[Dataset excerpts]
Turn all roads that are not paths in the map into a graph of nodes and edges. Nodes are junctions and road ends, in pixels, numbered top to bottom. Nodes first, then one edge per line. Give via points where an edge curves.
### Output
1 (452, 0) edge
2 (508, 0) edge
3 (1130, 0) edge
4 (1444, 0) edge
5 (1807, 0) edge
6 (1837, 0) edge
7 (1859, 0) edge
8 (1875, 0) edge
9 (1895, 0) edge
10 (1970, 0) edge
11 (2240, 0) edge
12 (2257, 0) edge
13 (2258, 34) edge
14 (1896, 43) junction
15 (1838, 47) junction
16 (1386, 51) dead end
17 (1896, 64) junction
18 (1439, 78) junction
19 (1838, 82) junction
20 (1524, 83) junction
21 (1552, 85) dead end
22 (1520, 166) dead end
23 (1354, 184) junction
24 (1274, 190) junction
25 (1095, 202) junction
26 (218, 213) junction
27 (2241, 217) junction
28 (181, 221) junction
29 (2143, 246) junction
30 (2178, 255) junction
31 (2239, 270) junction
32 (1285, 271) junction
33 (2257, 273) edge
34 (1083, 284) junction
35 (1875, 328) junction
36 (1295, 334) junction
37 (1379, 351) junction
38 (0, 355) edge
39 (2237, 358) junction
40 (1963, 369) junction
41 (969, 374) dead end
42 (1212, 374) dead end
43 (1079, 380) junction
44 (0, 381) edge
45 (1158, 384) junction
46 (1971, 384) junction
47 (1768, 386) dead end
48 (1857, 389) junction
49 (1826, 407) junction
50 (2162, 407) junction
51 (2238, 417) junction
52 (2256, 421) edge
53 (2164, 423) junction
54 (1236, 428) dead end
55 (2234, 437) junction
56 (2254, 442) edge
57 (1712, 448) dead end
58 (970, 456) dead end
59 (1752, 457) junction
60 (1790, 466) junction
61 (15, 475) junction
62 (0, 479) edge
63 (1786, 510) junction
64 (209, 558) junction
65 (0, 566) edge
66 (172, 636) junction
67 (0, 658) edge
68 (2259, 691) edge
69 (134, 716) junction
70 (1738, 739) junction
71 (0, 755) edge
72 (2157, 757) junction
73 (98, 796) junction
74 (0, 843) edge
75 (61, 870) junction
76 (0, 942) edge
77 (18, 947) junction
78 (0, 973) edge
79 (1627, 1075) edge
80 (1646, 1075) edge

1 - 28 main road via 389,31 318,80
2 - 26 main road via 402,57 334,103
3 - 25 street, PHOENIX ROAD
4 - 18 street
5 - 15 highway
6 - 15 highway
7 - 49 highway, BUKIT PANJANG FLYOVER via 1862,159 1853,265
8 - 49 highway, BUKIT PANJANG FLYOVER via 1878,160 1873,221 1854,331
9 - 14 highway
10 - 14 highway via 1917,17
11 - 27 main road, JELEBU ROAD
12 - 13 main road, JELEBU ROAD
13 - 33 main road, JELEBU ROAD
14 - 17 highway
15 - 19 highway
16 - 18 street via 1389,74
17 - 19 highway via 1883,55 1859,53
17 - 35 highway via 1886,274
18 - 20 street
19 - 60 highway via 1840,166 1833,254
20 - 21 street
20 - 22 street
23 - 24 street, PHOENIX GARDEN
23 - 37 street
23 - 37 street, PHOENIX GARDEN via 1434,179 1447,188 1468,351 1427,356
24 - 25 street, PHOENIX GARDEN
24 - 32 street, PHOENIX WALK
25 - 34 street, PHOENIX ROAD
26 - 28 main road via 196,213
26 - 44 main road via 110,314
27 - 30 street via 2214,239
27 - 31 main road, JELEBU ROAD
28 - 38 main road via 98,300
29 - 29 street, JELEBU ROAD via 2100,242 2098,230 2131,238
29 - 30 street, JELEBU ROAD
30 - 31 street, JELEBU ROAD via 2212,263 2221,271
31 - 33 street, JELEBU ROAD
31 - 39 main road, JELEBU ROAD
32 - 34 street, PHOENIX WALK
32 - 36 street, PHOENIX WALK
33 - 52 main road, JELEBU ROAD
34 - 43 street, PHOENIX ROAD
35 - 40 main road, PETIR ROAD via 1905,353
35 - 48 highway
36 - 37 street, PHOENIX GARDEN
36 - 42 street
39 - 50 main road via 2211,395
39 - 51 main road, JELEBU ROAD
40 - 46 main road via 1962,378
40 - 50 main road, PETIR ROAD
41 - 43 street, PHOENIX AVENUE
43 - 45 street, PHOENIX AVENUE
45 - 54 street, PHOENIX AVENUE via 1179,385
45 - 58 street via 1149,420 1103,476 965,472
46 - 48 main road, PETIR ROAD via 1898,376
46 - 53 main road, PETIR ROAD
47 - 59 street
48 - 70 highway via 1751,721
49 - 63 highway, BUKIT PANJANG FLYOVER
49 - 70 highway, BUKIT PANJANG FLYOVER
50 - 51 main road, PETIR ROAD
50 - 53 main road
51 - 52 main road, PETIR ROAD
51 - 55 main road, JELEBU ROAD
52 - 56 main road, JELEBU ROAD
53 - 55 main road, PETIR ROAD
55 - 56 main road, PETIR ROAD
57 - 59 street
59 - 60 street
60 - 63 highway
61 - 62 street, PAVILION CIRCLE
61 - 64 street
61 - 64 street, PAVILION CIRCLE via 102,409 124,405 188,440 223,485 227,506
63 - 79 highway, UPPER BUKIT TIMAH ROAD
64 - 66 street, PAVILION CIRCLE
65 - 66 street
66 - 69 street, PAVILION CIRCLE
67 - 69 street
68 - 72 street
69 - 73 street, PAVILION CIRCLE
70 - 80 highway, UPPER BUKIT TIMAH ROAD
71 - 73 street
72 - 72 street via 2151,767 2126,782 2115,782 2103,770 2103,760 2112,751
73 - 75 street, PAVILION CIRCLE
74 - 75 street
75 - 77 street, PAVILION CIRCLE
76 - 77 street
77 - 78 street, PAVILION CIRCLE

> ACTION ITEM: Answer with one number only: how many lines of the entries above include the word "WALK"?

> FINISHED EXERCISE: 3